It’s all my fault

Caveat : Some of what I talk about today is pretty well traveled territory, so this might not contain any of my (of course) brilliant flashes of psychological insight.

I will, however, be talking about them as they apply to me. And trust me. I am a very unique person. Overwhelmingly so. So unique that I’m not really compatible with the standard models of reality.

But that’s a topic for another day.

Today, I am going to talk about the control/blame spiral that some of us depressives get into. It happens when we blame ourselves for everything that has gone wrong in our lives, even if they were completely beyond our control, because taking the game gives is a feeling of control over the problem.

After all, if it’s all my fault, then in theory, I could prevent it in the future. Right?

But that’s not what it really is about. That healthy system of regret and improvement gets hijacked (just like everything else) by the depression and used by our inner prosecutors as further evidence it can use to condemn us.

It’s at this point, however, that a curious dichotomy emerges : the same depressive who takes the blame for everything believes themselves to be responsible for nothing.

This is an obvious logical non starter. But this isn’t about logic. It’s about the mind of the depressive trying to interpret its very unbalanced chemical state. Therefore, the same person who blames themselves for all the pain in the world will be the same person who will earnestly details how badly they have been screwed by fate by things totally beyond their control, and have a large cast of characters to blame for their woes.

That’s the sort of thing that happens when you have a head full of bad chemicals.

I’ve wandered away from talking about myself again, haven’t I? Damn you, intellectualization, you’ve foiled me again!

What all this means in my life is that right now, I can’t be sure what I should “own” as being my responsibility and what I should shrugs off as beyond my control.

It’s a complex equation to solve.
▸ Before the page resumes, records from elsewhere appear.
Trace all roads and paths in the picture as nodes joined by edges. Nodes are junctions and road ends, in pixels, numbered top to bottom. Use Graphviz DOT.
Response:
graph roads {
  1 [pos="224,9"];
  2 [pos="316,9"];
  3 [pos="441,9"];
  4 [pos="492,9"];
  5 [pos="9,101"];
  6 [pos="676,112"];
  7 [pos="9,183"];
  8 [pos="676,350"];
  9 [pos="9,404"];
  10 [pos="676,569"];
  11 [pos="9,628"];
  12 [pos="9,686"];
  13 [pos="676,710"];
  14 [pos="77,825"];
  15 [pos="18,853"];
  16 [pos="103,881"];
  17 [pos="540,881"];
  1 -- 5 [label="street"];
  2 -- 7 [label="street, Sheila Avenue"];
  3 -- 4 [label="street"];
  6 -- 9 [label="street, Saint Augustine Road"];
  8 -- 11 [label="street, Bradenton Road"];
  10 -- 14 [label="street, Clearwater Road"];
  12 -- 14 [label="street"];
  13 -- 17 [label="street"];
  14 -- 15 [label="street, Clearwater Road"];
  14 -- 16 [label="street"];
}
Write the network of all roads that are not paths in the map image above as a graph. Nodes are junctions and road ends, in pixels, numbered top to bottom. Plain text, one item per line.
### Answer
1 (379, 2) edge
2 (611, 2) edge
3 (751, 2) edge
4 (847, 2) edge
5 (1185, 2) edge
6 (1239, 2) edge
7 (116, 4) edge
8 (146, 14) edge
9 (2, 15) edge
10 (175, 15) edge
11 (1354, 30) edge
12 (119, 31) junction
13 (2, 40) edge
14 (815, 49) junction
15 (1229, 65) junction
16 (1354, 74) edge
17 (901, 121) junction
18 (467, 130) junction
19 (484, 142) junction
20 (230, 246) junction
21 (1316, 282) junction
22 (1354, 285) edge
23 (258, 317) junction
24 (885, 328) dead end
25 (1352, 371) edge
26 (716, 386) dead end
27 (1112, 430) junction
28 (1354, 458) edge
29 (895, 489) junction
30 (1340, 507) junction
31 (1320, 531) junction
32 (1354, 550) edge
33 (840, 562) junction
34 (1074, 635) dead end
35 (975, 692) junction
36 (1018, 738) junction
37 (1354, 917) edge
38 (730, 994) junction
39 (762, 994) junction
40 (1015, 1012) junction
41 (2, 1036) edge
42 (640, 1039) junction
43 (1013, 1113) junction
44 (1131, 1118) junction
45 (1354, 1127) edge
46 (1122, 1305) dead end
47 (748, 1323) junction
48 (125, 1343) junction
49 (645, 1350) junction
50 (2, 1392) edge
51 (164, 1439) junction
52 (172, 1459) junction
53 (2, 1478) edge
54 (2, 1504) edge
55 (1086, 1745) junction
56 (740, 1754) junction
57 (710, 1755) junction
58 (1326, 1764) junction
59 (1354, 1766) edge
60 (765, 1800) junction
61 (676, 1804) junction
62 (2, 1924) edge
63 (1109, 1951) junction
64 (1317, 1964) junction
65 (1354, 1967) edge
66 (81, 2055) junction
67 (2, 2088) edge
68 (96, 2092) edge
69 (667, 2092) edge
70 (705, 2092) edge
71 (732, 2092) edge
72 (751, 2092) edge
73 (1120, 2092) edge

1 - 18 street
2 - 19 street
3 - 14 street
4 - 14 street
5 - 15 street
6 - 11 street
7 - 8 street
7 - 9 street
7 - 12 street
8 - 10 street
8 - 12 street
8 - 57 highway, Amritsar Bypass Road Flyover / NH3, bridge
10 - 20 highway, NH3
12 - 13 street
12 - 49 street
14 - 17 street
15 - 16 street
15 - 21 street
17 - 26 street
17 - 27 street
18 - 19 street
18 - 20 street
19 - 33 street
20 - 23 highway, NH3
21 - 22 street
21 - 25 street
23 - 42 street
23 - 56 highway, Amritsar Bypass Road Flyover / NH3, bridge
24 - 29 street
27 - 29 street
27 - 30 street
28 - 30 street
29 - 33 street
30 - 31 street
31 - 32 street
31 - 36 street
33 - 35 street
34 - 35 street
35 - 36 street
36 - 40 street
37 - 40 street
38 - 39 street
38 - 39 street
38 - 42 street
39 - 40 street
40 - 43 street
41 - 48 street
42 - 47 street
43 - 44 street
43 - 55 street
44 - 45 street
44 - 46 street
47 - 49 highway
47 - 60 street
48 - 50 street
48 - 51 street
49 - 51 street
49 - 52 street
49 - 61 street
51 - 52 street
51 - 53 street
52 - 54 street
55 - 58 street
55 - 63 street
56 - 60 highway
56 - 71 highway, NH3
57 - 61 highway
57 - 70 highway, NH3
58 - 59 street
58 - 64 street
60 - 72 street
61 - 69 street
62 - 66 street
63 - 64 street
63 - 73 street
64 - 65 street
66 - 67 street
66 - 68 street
One of the only good things about blaming yourself for everything is that it makes the paperwork extremely easy.

I wanted to make a funny flowchart to explain how this works, but I gave up because none of the solutions actually work. They basically just say “Use a drawing program!”.

Um,. no, the whoile point of my looking for a tool for this task is that I don’t want to have to align everything by hand and figure out how to make the text align with the symbol and all that.

I want a program that does that for me. And not one where I have to sign up to the website in order to try it.

I have no idea if it’s worth the effort yet. Let me try it first to figure out if it’s what I need, THEN maybe I will sign up.

Ahem. Back to the topic at hand

Basically, the flowchart would have started off with a box that says “Is it your fault?”. If you choose “yes”, it says “Then it’s your fault. ” And if you choose “no”, it would lead to “better safe than sorry” then to “it’s your fault”.

Such a simple idea, yet frustratingly hard to implement.

I guess it’s one of those things over which I have no control.

Oooh, what a segue!

I know that I have some serious trust/blame/control issues. It would be hard to avoid them given my brutalized and isolated childhood. On a deep level, I only trust what I can control. The unknown and the unpredictable terrify me. I automatically assume that if something is left up to fate, horrible things will happen.

This is a highly counter-adaptive position to take in life.

furthermore, the thought of true intimacy with someone – where the walls come down and our true selves are revealed – scares me even more than the unpredictable. Like a lot of survivors of sexual abuse, I feel like I am more or less a sack of shit that sometimes manages to fool people into loving him, and that if anyone was exposed to my true self, they would run away screaming.

Then die from my toxicity.

Having the badness inside me spill out into the world to shame me is one of my worst fears of all time. Then people would know how horrible I am and nobody would want to have anything to do with me and the world would know what a disgusting poisonous person I am and I would die from the shame.

I trust the Freudian aspects of this do not need to be spelled out.

I know all of this talk of my own horribleness is irrational. And I know that other people who know me don’t see me the way I do. I have all the evidence I could ever need that my toxic view of myself makes no sense at all.

And yet, part of me clings to my toxicity. Maybe it”s because it’s all I have known for such a long time that to let go of it would leave me in the existential void without any kind of identity to hold me together.

And maybe it’s because some part of me views this powerful poison as my last line of defense. If all else fails, deploy the poison, like a an octopus squirting its ink, and then escape while everyone chokes on it.

Then I will be safe from being reached.

Maybe that’s what all us sexual abuse survivors do. Build a fortress around ourselves with dozens of protective layers so that nobody can ever get to you again.

And then you sit, and wait to be rescued from yourself by a theoretical somone who can make is through all your defenses and still have the will to live.

Then, maybe, you can love that person.

But then again…. maybe not.

I will walk to you nice people again tomorrow.